Class—even to me; even though I was showing my favorite examples of skeletal trauma—was more than a bit anticlimactic.

“DOC,” GROWLED THE VOICE ON MY PHONE SHORTLY after I had returned to my office, still processing the remarkable events of class. “Bubba Meffert. Listen, I’m just leaving the prison. Been talking to inmates about ol’ Satterfield. Found out some mighty interesting stuff. Got a minute?”

“Sure, Bubba, go ahead. Whatcha got?”

“Well, first off, Steve Morgan was tellin’ me—”

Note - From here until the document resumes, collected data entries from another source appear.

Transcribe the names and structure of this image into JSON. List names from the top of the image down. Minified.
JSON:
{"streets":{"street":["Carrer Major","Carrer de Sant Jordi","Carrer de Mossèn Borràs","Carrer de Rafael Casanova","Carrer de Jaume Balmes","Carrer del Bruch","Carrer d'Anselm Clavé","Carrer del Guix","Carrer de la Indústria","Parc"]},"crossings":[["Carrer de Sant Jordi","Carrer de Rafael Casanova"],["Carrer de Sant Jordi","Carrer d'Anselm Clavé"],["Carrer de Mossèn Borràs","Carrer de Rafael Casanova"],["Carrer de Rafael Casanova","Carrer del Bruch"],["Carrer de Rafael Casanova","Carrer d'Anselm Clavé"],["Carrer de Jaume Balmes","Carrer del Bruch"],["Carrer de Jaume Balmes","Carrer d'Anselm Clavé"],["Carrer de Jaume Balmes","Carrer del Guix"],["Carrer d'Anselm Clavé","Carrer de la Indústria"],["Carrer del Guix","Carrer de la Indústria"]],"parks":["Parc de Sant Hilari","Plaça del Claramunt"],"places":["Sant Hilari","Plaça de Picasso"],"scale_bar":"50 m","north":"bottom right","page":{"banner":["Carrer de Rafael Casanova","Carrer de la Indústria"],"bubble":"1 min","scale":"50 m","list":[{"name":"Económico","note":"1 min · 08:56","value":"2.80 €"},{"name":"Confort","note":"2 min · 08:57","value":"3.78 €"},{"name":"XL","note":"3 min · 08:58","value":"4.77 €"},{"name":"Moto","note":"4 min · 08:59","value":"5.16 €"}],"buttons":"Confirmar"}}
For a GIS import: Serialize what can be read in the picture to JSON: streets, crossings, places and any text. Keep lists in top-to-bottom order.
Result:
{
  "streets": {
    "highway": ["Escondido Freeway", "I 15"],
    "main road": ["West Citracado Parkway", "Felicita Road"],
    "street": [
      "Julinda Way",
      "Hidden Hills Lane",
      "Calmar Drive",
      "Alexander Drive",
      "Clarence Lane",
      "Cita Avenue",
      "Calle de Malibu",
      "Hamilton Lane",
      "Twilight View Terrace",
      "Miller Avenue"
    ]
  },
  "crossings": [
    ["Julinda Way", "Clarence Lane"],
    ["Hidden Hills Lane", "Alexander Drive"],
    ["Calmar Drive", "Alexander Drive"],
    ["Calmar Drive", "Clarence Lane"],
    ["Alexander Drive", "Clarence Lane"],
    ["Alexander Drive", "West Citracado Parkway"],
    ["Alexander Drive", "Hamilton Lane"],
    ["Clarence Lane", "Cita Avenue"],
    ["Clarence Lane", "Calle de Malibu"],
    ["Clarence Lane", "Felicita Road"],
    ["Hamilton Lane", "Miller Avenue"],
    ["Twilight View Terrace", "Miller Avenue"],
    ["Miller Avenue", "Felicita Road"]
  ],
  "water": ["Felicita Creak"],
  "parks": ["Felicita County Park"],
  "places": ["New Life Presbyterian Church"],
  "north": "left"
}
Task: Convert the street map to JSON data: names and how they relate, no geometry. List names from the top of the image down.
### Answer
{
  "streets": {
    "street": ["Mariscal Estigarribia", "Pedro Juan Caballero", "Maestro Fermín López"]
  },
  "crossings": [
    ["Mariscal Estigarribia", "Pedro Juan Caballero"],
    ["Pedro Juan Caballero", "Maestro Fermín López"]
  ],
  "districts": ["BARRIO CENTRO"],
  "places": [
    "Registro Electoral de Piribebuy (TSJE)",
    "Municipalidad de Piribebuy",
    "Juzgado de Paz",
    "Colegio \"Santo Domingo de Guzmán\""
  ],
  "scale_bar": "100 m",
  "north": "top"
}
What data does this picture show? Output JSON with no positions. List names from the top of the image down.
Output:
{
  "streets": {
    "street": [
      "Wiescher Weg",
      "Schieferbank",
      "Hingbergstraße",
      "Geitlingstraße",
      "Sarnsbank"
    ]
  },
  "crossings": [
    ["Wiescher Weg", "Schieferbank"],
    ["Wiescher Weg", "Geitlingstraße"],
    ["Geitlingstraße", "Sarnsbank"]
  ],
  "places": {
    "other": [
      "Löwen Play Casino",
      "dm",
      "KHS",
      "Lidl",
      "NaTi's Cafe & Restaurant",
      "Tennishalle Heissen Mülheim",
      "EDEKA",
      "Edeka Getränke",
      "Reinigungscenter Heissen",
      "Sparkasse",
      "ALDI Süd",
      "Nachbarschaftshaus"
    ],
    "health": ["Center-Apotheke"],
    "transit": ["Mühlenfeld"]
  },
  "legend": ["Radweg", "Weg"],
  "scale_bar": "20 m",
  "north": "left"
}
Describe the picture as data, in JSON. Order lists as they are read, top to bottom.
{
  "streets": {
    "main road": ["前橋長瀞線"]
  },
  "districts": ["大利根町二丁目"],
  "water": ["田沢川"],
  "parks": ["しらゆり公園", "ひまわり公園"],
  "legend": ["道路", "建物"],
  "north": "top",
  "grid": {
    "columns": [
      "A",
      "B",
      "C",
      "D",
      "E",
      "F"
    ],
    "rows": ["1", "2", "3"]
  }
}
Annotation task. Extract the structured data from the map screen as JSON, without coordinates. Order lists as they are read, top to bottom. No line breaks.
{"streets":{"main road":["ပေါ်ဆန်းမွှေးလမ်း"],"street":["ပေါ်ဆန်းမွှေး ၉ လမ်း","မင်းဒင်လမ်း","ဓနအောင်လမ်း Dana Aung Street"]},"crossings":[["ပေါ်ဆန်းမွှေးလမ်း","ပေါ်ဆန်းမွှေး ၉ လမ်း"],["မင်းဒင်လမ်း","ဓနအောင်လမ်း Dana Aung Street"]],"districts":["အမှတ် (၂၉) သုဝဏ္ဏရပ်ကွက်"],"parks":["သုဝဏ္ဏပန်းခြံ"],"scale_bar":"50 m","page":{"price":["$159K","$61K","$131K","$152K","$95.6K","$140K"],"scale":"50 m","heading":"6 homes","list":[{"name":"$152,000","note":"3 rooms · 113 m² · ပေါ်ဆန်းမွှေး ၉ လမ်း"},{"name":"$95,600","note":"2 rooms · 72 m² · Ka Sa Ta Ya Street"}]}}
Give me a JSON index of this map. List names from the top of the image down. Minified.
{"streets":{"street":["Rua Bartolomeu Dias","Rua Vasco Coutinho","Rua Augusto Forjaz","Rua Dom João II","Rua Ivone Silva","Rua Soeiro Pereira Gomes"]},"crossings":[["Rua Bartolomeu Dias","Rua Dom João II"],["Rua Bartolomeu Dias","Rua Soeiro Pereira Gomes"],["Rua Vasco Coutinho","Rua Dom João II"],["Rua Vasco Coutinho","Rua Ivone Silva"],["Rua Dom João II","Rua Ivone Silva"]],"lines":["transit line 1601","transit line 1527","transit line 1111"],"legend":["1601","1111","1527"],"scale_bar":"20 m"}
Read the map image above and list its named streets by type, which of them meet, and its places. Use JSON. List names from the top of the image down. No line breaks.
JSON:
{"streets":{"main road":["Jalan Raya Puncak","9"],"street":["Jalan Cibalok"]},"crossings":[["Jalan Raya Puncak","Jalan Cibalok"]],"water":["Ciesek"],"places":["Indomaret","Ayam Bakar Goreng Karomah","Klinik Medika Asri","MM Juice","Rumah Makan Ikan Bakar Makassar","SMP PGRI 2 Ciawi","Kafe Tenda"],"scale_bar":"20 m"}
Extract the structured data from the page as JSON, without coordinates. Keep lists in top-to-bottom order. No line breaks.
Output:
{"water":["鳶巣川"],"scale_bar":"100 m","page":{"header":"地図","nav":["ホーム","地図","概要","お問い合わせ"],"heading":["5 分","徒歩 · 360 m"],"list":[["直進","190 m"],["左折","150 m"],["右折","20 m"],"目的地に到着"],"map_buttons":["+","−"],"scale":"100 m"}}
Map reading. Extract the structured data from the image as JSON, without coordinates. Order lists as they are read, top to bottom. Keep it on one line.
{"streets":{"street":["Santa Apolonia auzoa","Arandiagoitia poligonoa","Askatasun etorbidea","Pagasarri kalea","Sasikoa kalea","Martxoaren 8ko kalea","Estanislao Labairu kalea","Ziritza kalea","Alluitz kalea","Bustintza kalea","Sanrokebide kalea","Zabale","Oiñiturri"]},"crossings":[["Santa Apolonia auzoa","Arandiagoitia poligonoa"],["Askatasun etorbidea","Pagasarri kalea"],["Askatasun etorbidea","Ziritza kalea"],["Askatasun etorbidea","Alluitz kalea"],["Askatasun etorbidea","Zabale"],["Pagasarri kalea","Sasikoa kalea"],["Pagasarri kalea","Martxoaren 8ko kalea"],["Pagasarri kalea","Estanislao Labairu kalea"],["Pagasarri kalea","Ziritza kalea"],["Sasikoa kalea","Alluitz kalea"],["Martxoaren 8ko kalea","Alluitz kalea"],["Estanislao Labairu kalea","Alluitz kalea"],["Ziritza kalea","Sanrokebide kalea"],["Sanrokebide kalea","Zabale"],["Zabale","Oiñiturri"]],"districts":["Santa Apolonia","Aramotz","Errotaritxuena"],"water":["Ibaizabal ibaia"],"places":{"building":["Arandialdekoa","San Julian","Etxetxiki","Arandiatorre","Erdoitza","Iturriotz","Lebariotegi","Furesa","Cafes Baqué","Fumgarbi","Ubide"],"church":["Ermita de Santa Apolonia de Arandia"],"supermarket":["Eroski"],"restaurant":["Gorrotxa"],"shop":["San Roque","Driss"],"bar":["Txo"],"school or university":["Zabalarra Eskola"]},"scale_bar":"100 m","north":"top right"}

I couldn’t resist interrupting. “Steve’s an inmate now? About time. I knew he couldn’t keep scamming the TBI forever.”

Bubba chuckled, though the laugh sounded forced and feeble. I hoped he wasn’t pushing himself too hard so soon after chemo. “Nah, Steve’s still got his badge—he’s still half a step ahead of Internal Affairs. Anywho, I was swapping notes with Steve yesterday evening, and he said you’d asked him if there was anything up at Shiflett’s place that tied him to Satterfield.”